Indication: HIV Mechanism: Protease inhibitor Partner: Tibotec/J&J Current activity: Preclinical optimization Forthcoming activity: Designating CD

Valomaciklovir MIV-606

Indication: Shingles Mechanism: Polymerase inhibitor Partner: Epiphany Current activity: Planning for clinical phase 3 trials Forthcoming activity: Meeting with regulatory authorities ahead of phase 3

Dengue

Indication: Dengue fever Mechanism: Protease inhibitor Collaboration partner: Janssen Pharmaceutica N.V. Current activity: Preclinical research phase Forthcoming activity: Preclinical optimization

Cathepsin K (CD1, CD2)

Indication: Bone disorders Mechanism: Protease inhibitor Partner: In-house Current activity: Preclinical development phase Forthcoming activity: Start of clinical phase 1 trials

Cathepsin S

Indication: Neuralgia Mechanism: Protease inhibitor Partner: In-house Current activity: Preclinical optimization Forthcoming activity: Designating CD

Consolidated earnings and financial position

Turnover, 1 January – 31 December 2010

Net sales were SEK 57.3 (25.7) m and primarily consist of remuneration for a licensing agreement for Xerclear® /Xerese™.The first of two one-off payments of SEK 18.0 m (USD 2.5 m) from Meda, who will be launching Xerclear® in North America under the Xerese® brand.

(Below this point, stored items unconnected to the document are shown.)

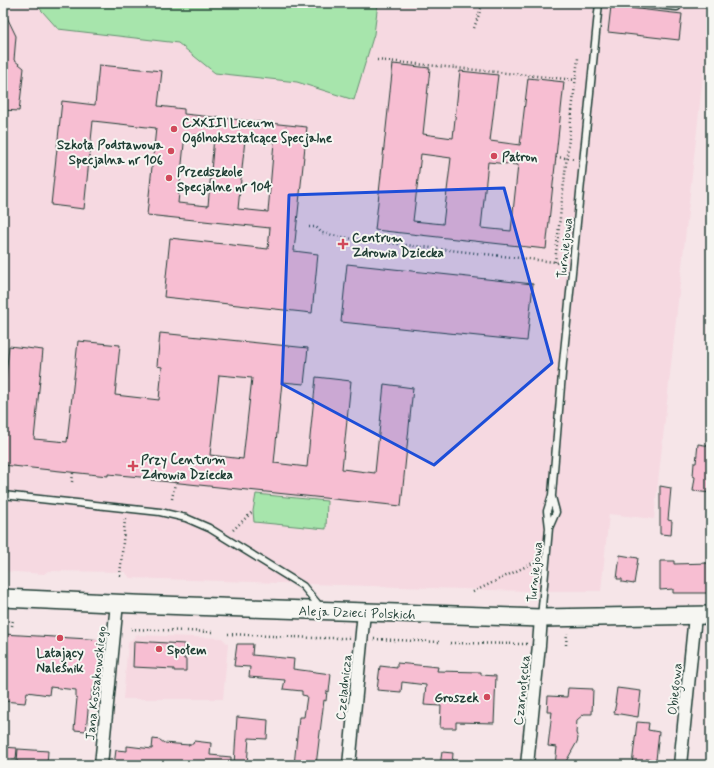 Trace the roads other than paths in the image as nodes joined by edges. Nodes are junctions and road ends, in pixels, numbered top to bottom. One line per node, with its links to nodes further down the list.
1 (599, 3): 10 (lane, Turniejowa)
2 (634, 3): 3 (lane)
3 (677, 7)
4 (3, 495): 7 (lane)
5 (3, 598): 6 (street, Aleja Dzieci Polskich)
6 (117, 604): 7 (street, Aleja Dzieci Polskich); 11 (street, Jana Kossakowskiego)
7 (319, 610): 8 (street, Aleja Dzieci Polskich)
8 (364, 612): 10 (street, Aleja Dzieci Polskich); 12 (street, Czeladnicza)
9 (703, 616): 10 (street, Aleja Dzieci Polskich); 14 (street, Obiegowa)
10 (541, 618): 13 (street, Czarnołęcka)
11 (101, 765)
12 (349, 765)
13 (527, 765)
14 (680, 765) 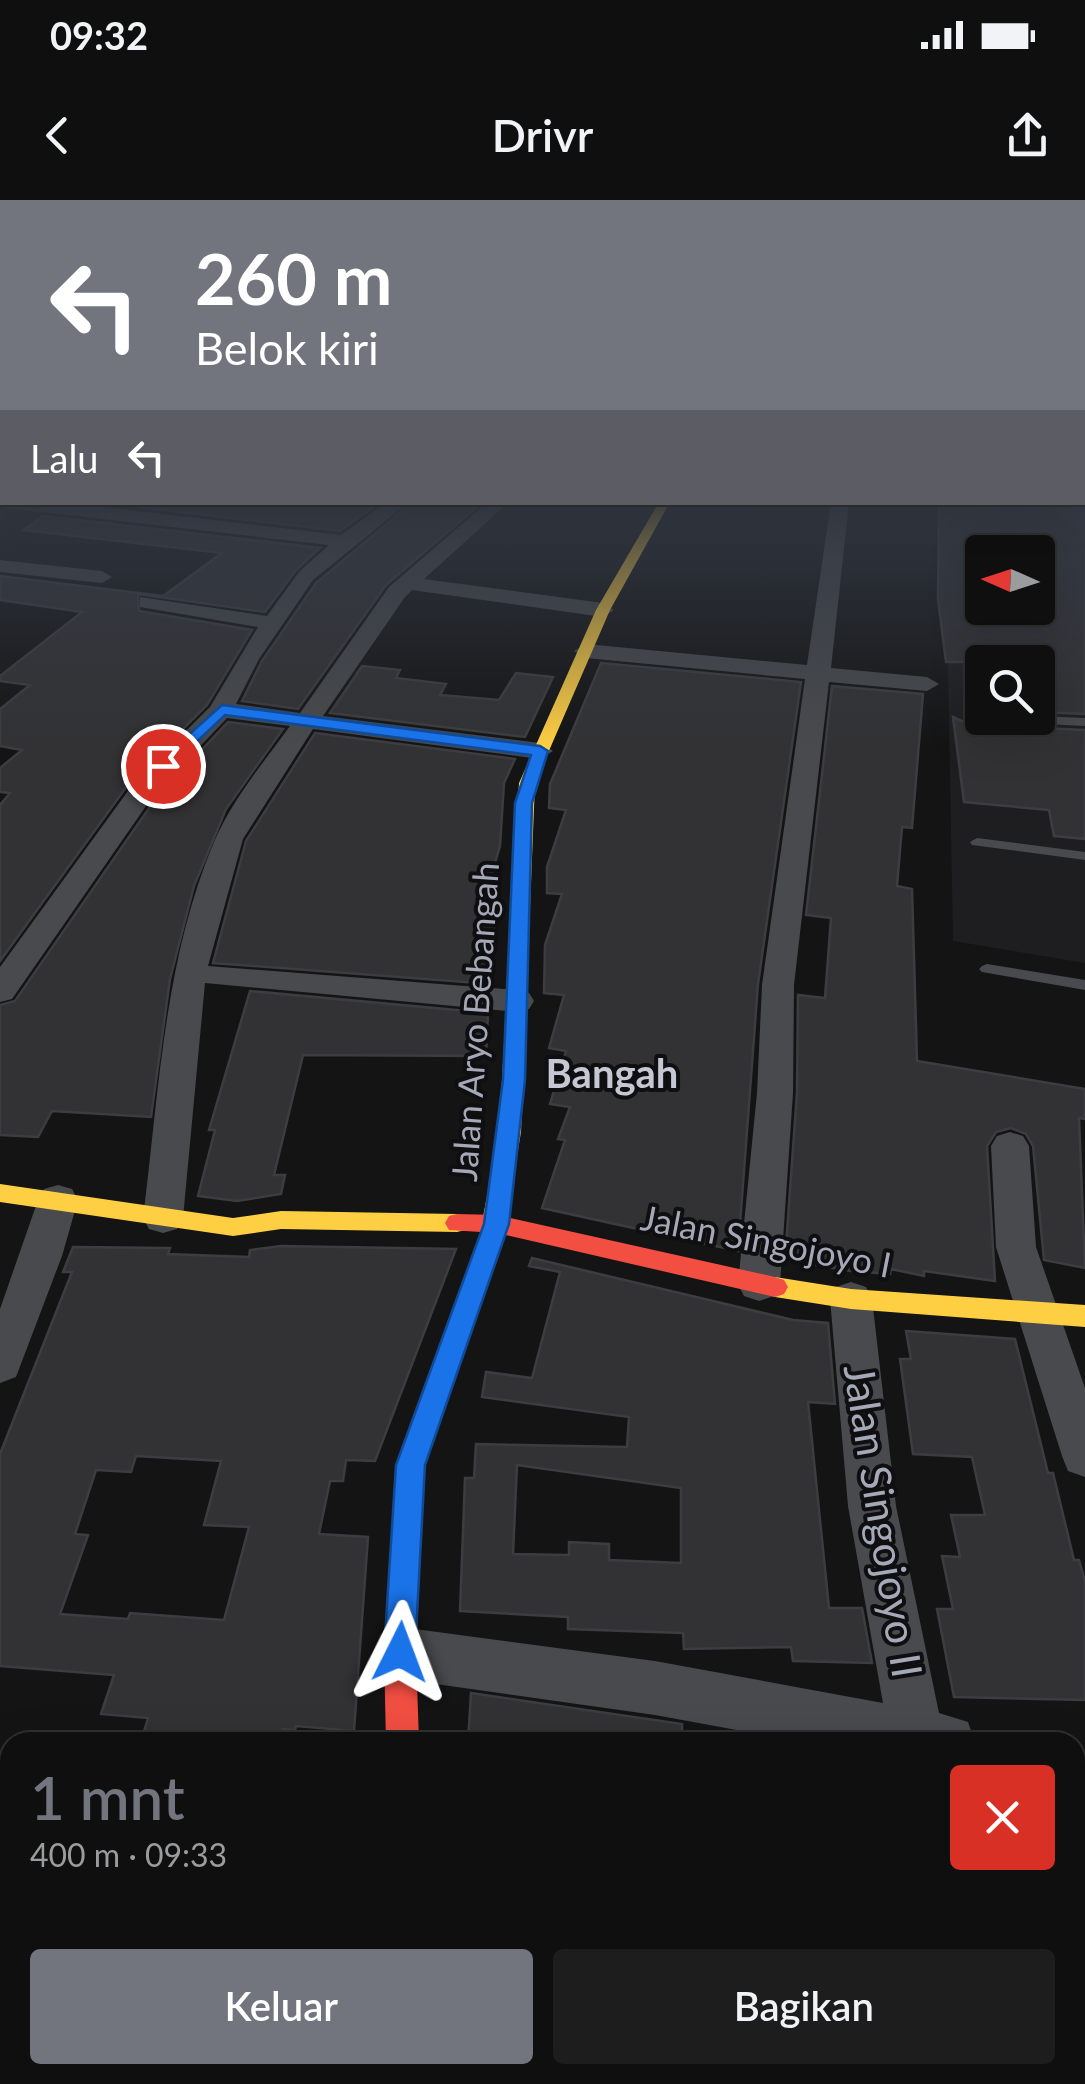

The second one-off payment from Meda of SEK 16.7 m (USD 2.5 m) was received in the third quarter, when the remaining agreement terms were satisfied. The first one-off payment of SEK 10.6 m (EUR 1.1 m) of a total of EUR 3 m from GSK for the global launch of Xerclear® for OTC sale under its own consumer brands, was received in the second quarter. Because the agreement terms for the remaining payments relating to sales of licensing rights from GSK have not been satisfied yet, these revenues have not been recognized. Revenues will be recognized when the terms are satisfied and the uncertainty factors are removed.

Net sales also include a one-off payment for a licensing agreement on Medivir's polymeraseinhibiting pharmaceutical against the hepatitis B virus (HBV), lagociclovir valactate (MIV-210) from Daewoong Pharmaceutical Co. Ltd. of SEK 1.4 m and a one-off payment for a distribution agreement for Xerclear® of SEK 0.4 m with Daewoong Pharmaceutical Co. Ltd.

Allocation of net sales	2010	2009	2010	2009
(MSEK)	Jan-Dec	Jan-Dec	Oct-Dec	Oct-Dec
One-off payments	47.1	15.4	-	-
Research collaborations	-	9.0	-	-
Pharmaceutical sales	0.1	-	-	-
Co-promotion services	2.8	1.1	-	1.0
Invoiced costs	4.2	0.0	1.0	-
Other	3.1	0.2	1.6	0.2
Total net sales	57.3	25.7	2.6	1.2

Other operating income primarily consists of EU subsidies and other research support. In the corresponding period of the previous year, net sales primarily consisted of remuneration for research collaboration on hepatitis C of SEK 8.9 m and an allocated one-off payment of SEK 15.4 m from Tibotec Pharmaceuticals Ltd.

Costs and results of operations, 1 January – 31 December 2010

Operating costs were SEK -198.3 (-175.3) m, comprising raw materials and consumables of SEK -0.8 (0.0) m, external costs of SEK -100.0 (-72.3) m, personnel costs of SEK -89.6 (-92.7) m and depreciation and amortization of SEK -7.9 (-10.4) m. Increased external costs are mainly due to higher outlicensing and research costs.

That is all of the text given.